- Requirement: An exact copy of all the entries below is what this task needs.

(Collected data entries)
+ + + +

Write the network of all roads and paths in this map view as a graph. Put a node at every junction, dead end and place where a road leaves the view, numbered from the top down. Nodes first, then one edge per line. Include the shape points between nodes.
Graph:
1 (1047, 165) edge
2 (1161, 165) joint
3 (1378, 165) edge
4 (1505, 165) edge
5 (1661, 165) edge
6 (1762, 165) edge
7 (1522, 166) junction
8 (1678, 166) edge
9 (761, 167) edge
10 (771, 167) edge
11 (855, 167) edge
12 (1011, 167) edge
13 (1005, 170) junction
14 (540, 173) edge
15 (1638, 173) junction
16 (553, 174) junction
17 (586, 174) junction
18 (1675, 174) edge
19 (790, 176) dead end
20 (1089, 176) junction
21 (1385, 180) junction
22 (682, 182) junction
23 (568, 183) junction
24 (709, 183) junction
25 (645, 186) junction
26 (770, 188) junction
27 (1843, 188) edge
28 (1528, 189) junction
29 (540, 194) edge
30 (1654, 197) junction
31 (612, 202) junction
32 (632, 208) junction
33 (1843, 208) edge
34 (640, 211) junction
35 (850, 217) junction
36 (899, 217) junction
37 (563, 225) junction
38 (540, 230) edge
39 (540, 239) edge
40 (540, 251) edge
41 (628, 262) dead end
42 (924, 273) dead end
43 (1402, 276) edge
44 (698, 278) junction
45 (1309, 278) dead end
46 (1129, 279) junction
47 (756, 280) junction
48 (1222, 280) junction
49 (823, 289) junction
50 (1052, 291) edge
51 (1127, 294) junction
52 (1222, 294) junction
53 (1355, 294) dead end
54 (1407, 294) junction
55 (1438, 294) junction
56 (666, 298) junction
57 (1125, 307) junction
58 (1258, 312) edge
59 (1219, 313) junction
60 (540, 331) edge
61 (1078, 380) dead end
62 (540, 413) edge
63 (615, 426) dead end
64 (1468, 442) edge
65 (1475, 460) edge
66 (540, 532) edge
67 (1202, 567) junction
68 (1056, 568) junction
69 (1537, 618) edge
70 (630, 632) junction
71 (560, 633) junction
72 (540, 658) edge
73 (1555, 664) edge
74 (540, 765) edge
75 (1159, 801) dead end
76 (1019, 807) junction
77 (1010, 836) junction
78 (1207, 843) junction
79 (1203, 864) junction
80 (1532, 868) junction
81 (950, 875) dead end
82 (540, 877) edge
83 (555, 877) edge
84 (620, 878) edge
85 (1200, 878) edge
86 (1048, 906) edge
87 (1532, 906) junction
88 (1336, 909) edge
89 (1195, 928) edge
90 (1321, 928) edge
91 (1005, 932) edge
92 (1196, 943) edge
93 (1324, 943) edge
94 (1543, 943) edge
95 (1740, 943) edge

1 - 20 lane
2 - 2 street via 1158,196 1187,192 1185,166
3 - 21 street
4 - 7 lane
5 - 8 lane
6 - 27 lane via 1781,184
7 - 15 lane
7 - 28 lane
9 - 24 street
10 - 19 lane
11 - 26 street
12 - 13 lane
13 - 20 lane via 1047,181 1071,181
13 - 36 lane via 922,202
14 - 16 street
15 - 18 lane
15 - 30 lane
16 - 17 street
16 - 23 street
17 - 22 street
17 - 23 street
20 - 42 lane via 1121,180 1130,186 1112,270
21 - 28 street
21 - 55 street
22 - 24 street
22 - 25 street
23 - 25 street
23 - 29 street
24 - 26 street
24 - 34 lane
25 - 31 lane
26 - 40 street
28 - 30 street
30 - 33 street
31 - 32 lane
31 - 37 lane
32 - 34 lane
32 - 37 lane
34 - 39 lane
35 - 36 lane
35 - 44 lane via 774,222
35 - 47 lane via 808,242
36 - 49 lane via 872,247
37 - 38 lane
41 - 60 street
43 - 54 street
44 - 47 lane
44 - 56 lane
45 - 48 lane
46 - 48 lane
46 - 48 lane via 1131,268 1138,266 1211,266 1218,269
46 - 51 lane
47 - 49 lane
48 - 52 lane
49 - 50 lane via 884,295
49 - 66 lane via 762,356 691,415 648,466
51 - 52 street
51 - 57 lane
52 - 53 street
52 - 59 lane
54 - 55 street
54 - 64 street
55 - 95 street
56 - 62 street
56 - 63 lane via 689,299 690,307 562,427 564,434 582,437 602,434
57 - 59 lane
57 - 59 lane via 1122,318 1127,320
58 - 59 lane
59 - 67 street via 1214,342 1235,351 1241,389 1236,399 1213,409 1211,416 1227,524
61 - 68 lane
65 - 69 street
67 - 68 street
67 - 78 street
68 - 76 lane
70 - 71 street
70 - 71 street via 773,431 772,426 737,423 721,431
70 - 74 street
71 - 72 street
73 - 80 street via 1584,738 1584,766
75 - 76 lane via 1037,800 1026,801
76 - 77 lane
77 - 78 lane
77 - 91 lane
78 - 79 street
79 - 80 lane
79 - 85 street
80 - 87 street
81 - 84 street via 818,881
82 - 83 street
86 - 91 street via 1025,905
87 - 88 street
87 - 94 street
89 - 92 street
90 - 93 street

+ + + +

- Task response:
Write the network of all roads and paths in this map view as a graph. Put a node at every junction, dead end and place where a road leaves the view, numbered from the top down. Nodes first, then one edge per line. Include the shape points between nodes.
Graph:
1 (1047, 165) edge
2 (1161, 165) joint
3 (1378, 165) edge
4 (1505, 165) edge
5 (1661, 165) edge
6 (1762, 165) edge
7 (1522, 166) junction
8 (1678, 166) edge
9 (761, 167) edge
10 (771, 167) edge
11 (855, 167) edge
12 (1011, 167) edge
13 (1005, 170) junction
14 (540, 173) edge
15 (1638, 173) junction
16 (553, 174) junction
17 (586, 174) junction
18 (1675, 174) edge
19 (790, 176) dead end
20 (1089, 176) junction
21 (1385, 180) junction
22 (682, 182) junction
23 (568, 183) junction
24 (709, 183) junction
25 (645, 186) junction
26 (770, 188) junction
27 (1843, 188) edge
28 (1528, 189) junction
29 (540, 194) edge
30 (1654, 197) junction
31 (612, 202) junction
32 (632, 208) junction
33 (1843, 208) edge
34 (640, 211) junction
35 (850, 217) junction
36 (899, 217) junction
37 (563, 225) junction
38 (540, 230) edge
39 (540, 239) edge
40 (540, 251) edge
41 (628, 262) dead end
42 (924, 273) dead end
43 (1402, 276) edge
44 (698, 278) junction
45 (1309, 278) dead end
46 (1129, 279) junction
47 (756, 280) junction
48 (1222, 280) junction
49 (823, 289) junction
50 (1052, 291) edge
51 (1127, 294) junction
52 (1222, 294) junction
53 (1355, 294) dead end
54 (1407, 294) junction
55 (1438, 294) junction
56 (666, 298) junction
57 (1125, 307) junction
58 (1258, 312) edge
59 (1219, 313) junction
60 (540, 331) edge
61 (1078, 380) dead end
62 (540, 413) edge
63 (615, 426) dead end
64 (1468, 442) edge
65 (1475, 460) edge
66 (540, 532) edge
67 (1202, 567) junction
68 (1056, 568) junction
69 (1537, 618) edge
70 (630, 632) junction
71 (560, 633) junction
72 (540, 658) edge
73 (1555, 664) edge
74 (540, 765) edge
75 (1159, 801) dead end
76 (1019, 807) junction
77 (1010, 836) junction
78 (1207, 843) junction
79 (1203, 864) junction
80 (1532, 868) junction
81 (950, 875) dead end
82 (540, 877) edge
83 (555, 877) edge
84 (620, 878) edge
85 (1200, 878) edge
86 (1048, 906) edge
87 (1532, 906) junction
88 (1336, 909) edge
89 (1195, 928) edge
90 (1321, 928) edge
91 (1005, 932) edge
92 (1196, 943) edge
93 (1324, 943) edge
94 (1543, 943) edge
95 (1740, 943) edge

1 - 20 lane
2 - 2 street via 1158,196 1187,192 1185,166
3 - 21 street
4 - 7 lane
5 - 8 lane
6 - 27 lane via 1781,184
7 - 15 lane
7 - 28 lane
9 - 24 street
10 - 19 lane
11 - 26 street
12 - 13 lane
13 - 20 lane via 1047,181 1071,181
13 - 36 lane via 922,202
14 - 16 street
15 - 18 lane
15 - 30 lane
16 - 17 street
16 - 23 street
17 - 22 street
17 - 23 street
20 - 42 lane via 1121,180 1130,186 1112,270
21 - 28 street
21 - 55 street
22 - 24 street
22 - 25 street
23 - 25 street
23 - 29 street
24 - 26 street
24 - 34 lane
25 - 31 lane
26 - 40 street
28 - 30 street
30 - 33 street
31 - 32 lane
31 - 37 lane
32 - 34 lane
32 - 37 lane
34 - 39 lane
35 - 36 lane
35 - 44 lane via 774,222
35 - 47 lane via 808,242
36 - 49 lane via 872,247
37 - 38 lane
41 - 60 street
43 - 54 street
44 - 47 lane
44 - 56 lane
45 - 48 lane
46 - 48 lane
46 - 48 lane via 1131,268 1138,266 1211,266 1218,269
46 - 51 lane
47 - 49 lane
48 - 52 lane
49 - 50 lane via 884,295
49 - 66 lane via 762,356 691,415 648,466
51 - 52 street
51 - 57 lane
52 - 53 street
52 - 59 lane
54 - 55 street
54 - 64 street
55 - 95 street
56 - 62 street
56 - 63 lane via 689,299 690,307 562,427 564,434 582,437 602,434
57 - 59 lane
57 - 59 lane via 1122,318 1127,320
58 - 59 lane
59 - 67 street via 1214,342 1235,351 1241,389 1236,399 1213,409 1211,416 1227,524
61 - 68 lane
65 - 69 street
67 - 68 street
67 - 78 street
68 - 76 lane
70 - 71 street
70 - 71 street via 773,431 772,426 737,423 721,431
70 - 74 street
71 - 72 street
73 - 80 street via 1584,738 1584,766
75 - 76 lane via 1037,800 1026,801
76 - 77 lane
77 - 78 lane
77 - 91 lane
78 - 79 street
79 - 80 lane
79 - 85 street
80 - 87 street
81 - 84 street via 818,881
82 - 83 street
86 - 91 street via 1025,905
87 - 88 street
87 - 94 street
89 - 92 street
90 - 93 street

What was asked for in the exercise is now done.